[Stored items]
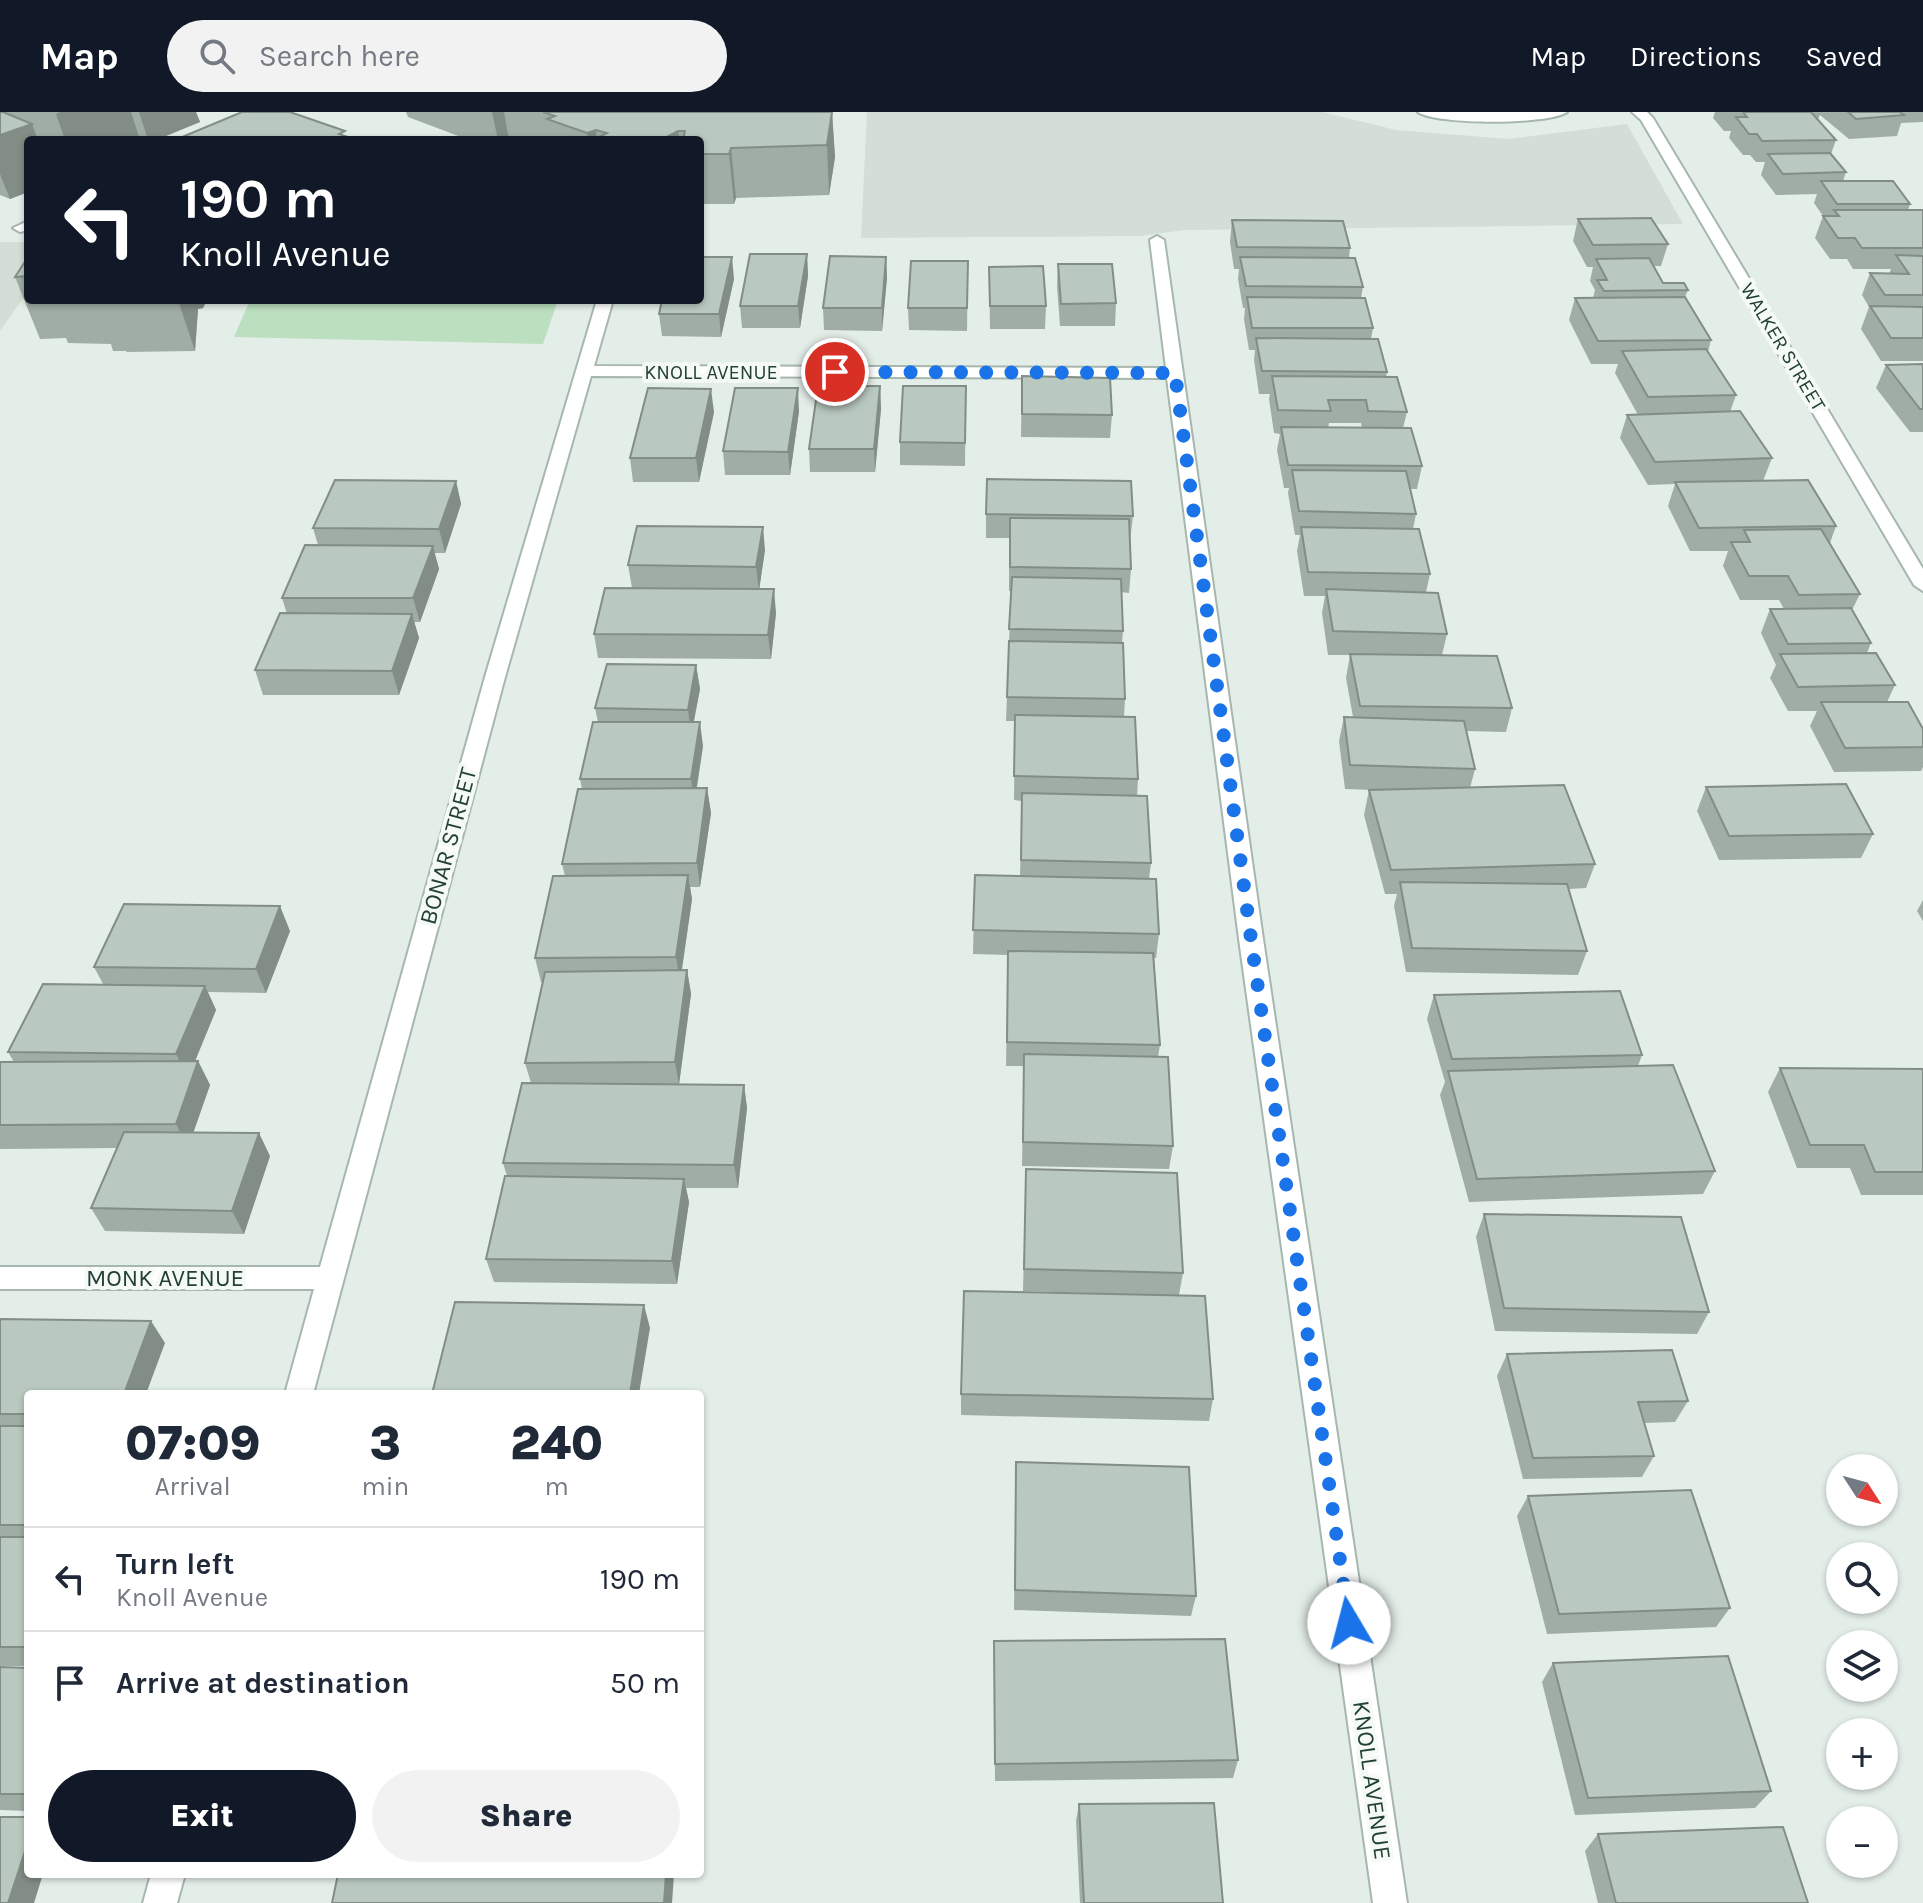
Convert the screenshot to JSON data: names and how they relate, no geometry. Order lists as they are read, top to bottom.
{
  "streets": {
    "street": [
      "WALKER STREET",
      "KNOLL AVENUE",
      "BONAR STREET",
      "MONK AVENUE"
    ]
  },
  "crossings": [
    ["KNOLL AVENUE", "BONAR STREET"],
    ["BONAR STREET", "MONK AVENUE"]
  ],
  "north": "bottom right",
  "page": {
    "header": "Map",
    "search": "Search here",
    "nav": ["Map", "Directions", "Saved"],
    "turn": ["190 m", "Knoll Avenue"],
    "eta": [
      "07:09",
      "Arrival",
      "3",
      "min",
      "240",
      "m"
    ],
    "map_buttons": ["+", "−"],
    "list": [
      {
        "name": "Turn left",
        "note": "Knoll Avenue",
        "value": "190 m"
      },
      {
        "name": "Arrive at destination",
        "value": "50 m"
      }
    ],
    "buttons": ["Exit", "Share"]
  }
}
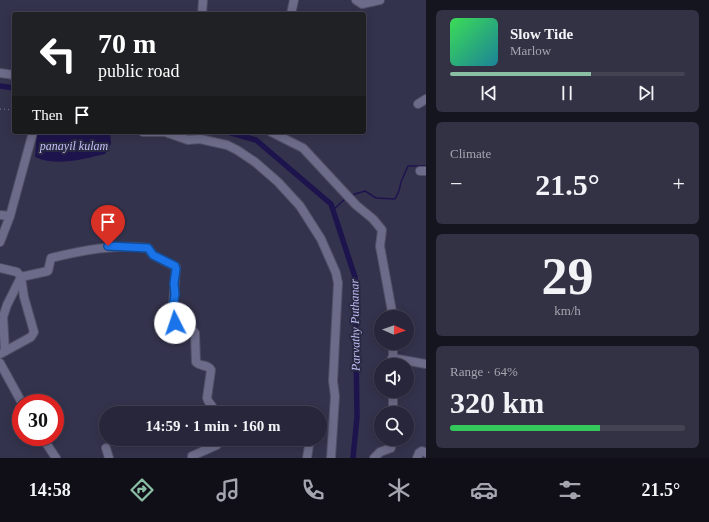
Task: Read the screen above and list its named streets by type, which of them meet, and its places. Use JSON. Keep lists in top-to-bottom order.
{
  "water": ["panayil kulam", "Parvathy Puthanar"],
  "north": "right",
  "page": {
    "turn": ["70 m", "public road"],
    "song": ["Slow Tide", "Marlow"],
    "then": "Then",
    "tile": [
      "Climate",
      ["29", "km/h"],
      ["Range · 64%", "320 km"]
    ],
    "heat": ["−", "21.5°", "+"],
    "limit": "30",
    "trip": "14:59 · 1 min · 160 m",
    "tabs": ["14:58", "21.5°"]
  }
}
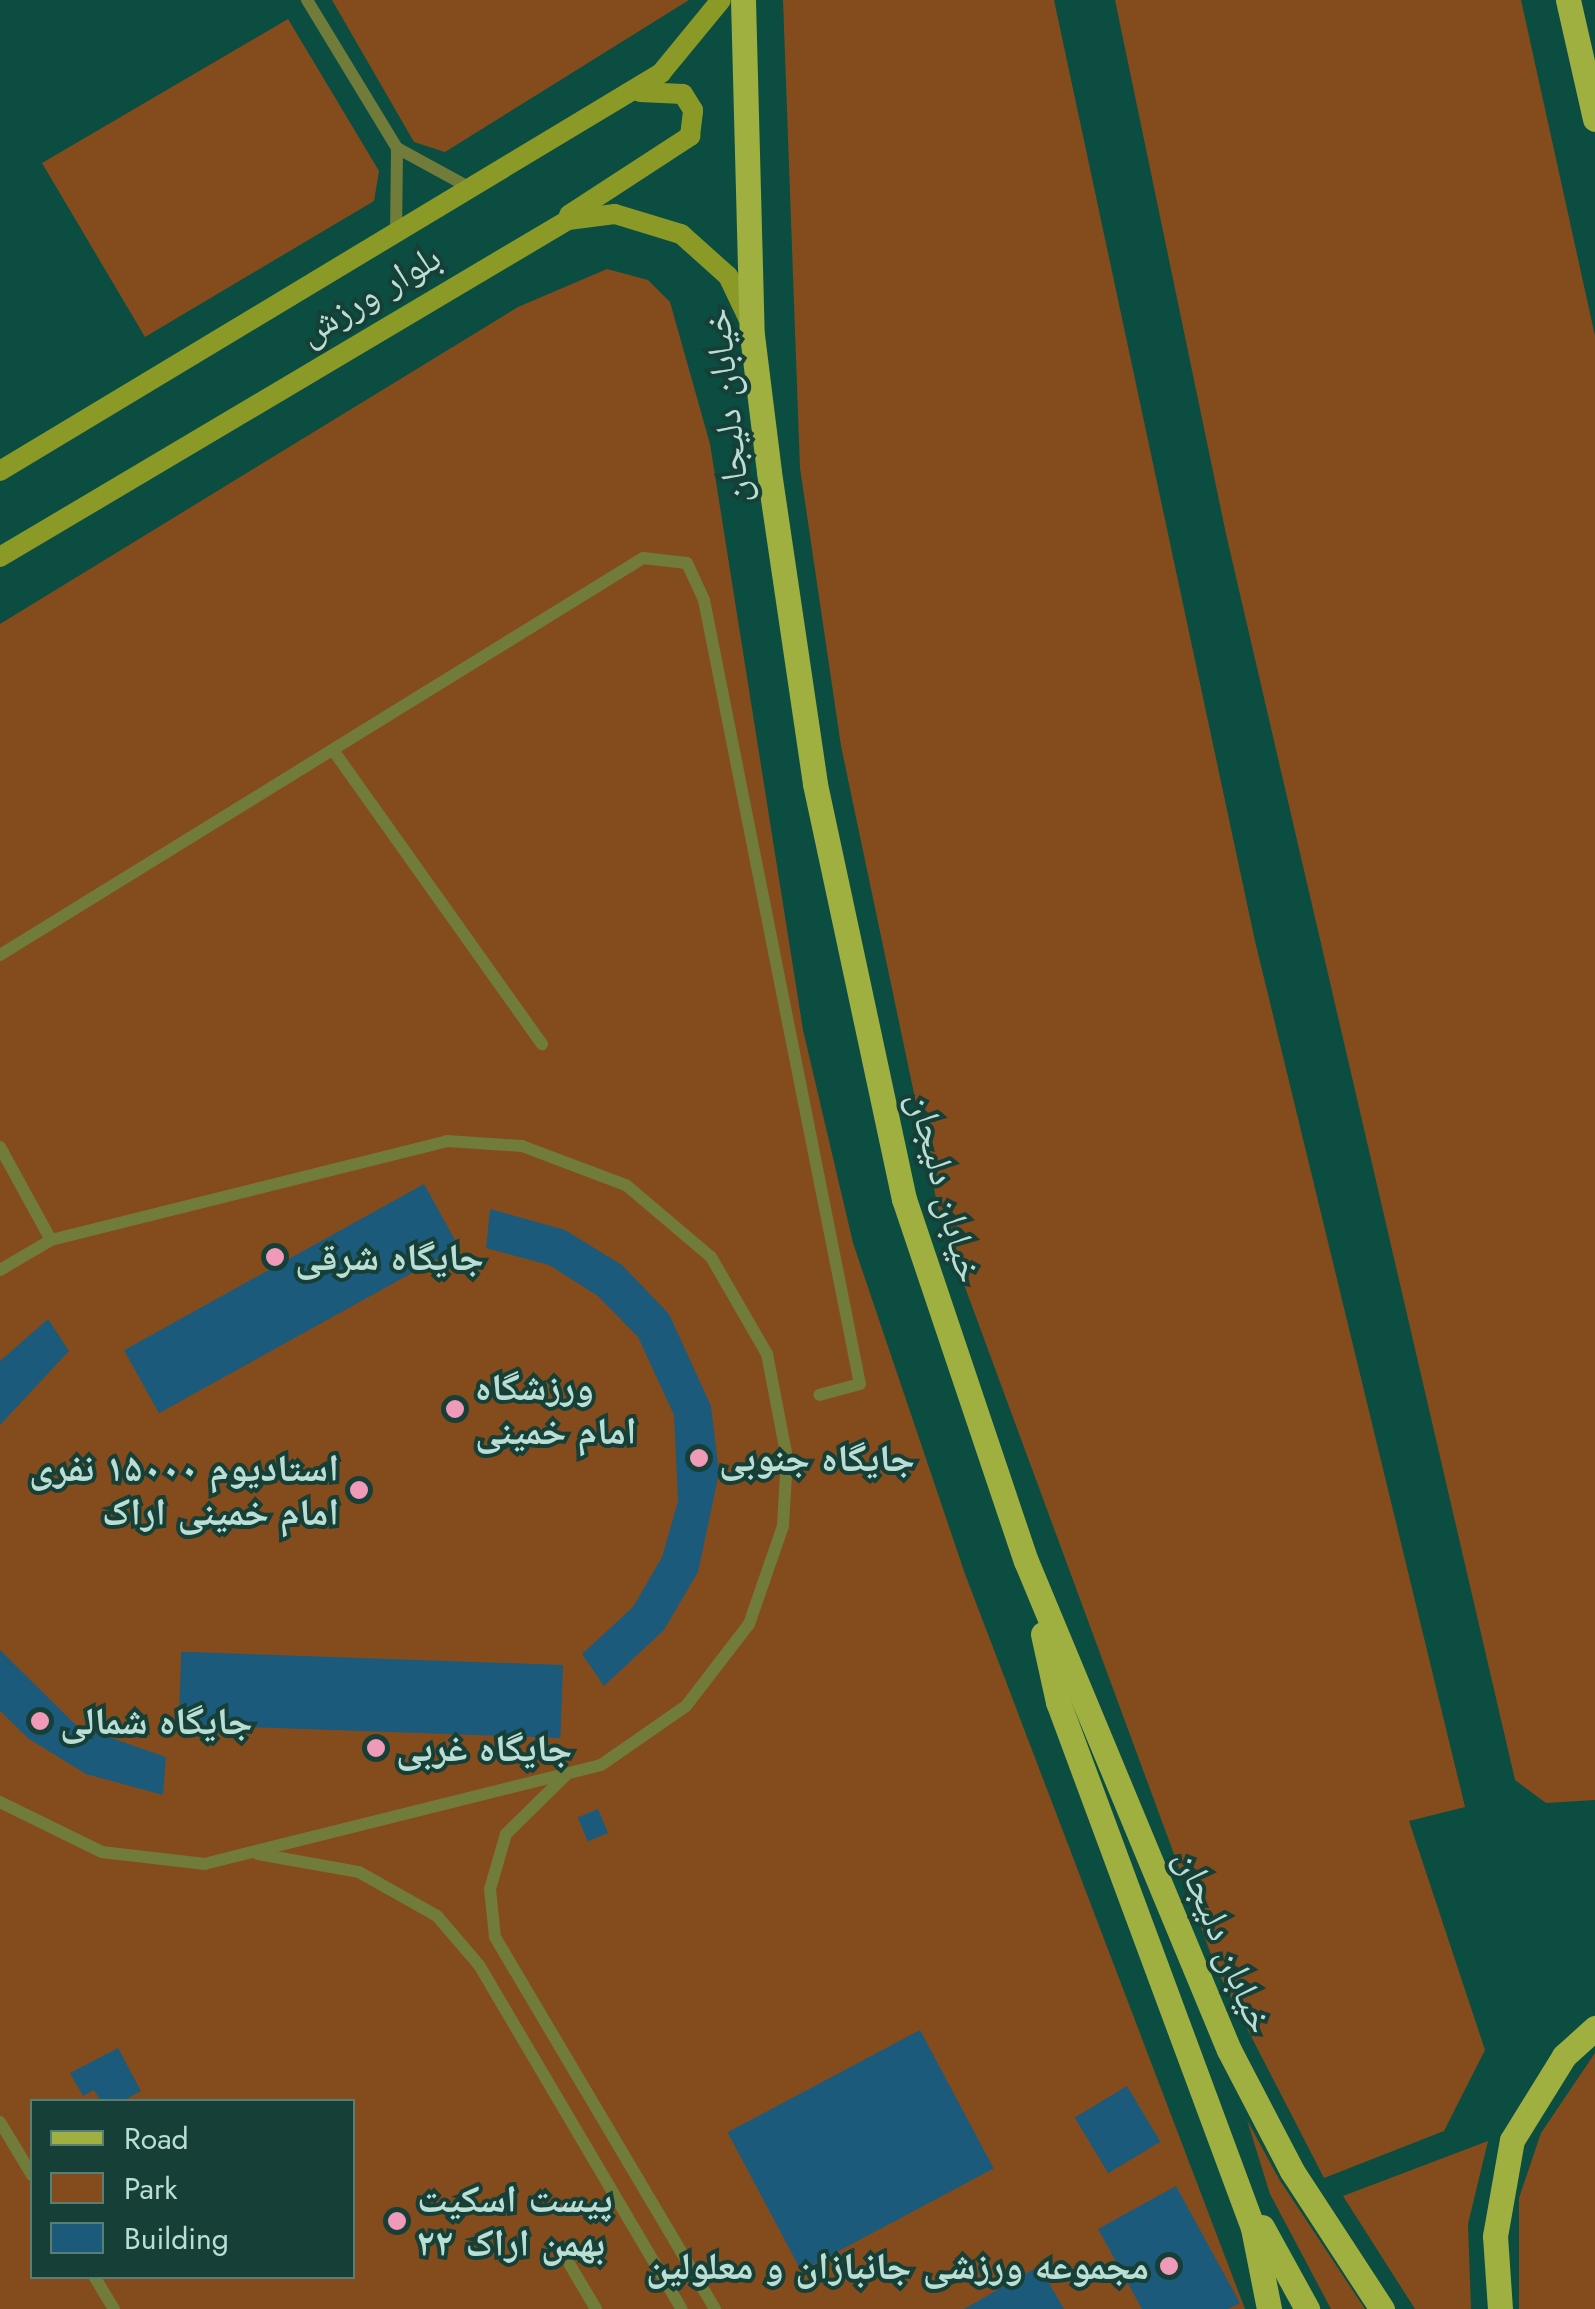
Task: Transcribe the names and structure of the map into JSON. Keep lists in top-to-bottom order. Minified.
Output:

• Task brief: Output each entry verbatim; none of the pictures should be included.

• Task answer:
Convert the screenshot to JSON data: names and how they relate, no geometry. Order lists as they are read, top to bottom.
{
  "streets": {
    "street": [
      "WALKER STREET",
      "KNOLL AVENUE",
      "BONAR STREET",
      "MONK AVENUE"
    ]
  },
  "crossings": [
    ["KNOLL AVENUE", "BONAR STREET"],
    ["BONAR STREET", "MONK AVENUE"]
  ],
  "north": "bottom right",
  "page": {
    "header": "Map",
    "search": "Search here",
    "nav": ["Map", "Directions", "Saved"],
    "turn": ["190 m", "Knoll Avenue"],
    "eta": [
      "07:09",
      "Arrival",
      "3",
      "min",
      "240",
      "m"
    ],
    "map_buttons": ["+", "−"],
    "list": [
      {
        "name": "Turn left",
        "note": "Knoll Avenue",
        "value": "190 m"
      },
      {
        "name": "Arrive at destination",
        "value": "50 m"
      }
    ],
    "buttons": ["Exit", "Share"]
  }
}
Task: Read the screen above and list its named streets by type, which of them meet, and its places. Use JSON. Keep lists in top-to-bottom order.
{
  "water": ["panayil kulam", "Parvathy Puthanar"],
  "north": "right",
  "page": {
    "turn": ["70 m", "public road"],
    "song": ["Slow Tide", "Marlow"],
    "then": "Then",
    "tile": [
      "Climate",
      ["29", "km/h"],
      ["Range · 64%", "320 km"]
    ],
    "heat": ["−", "21.5°", "+"],
    "limit": "30",
    "trip": "14:59 · 1 min · 160 m",
    "tabs": ["14:58", "21.5°"]
  }
}
Task: Transcribe the names and structure of the map into JSON. Keep lists in top-to-bottom order. Minified.
Output:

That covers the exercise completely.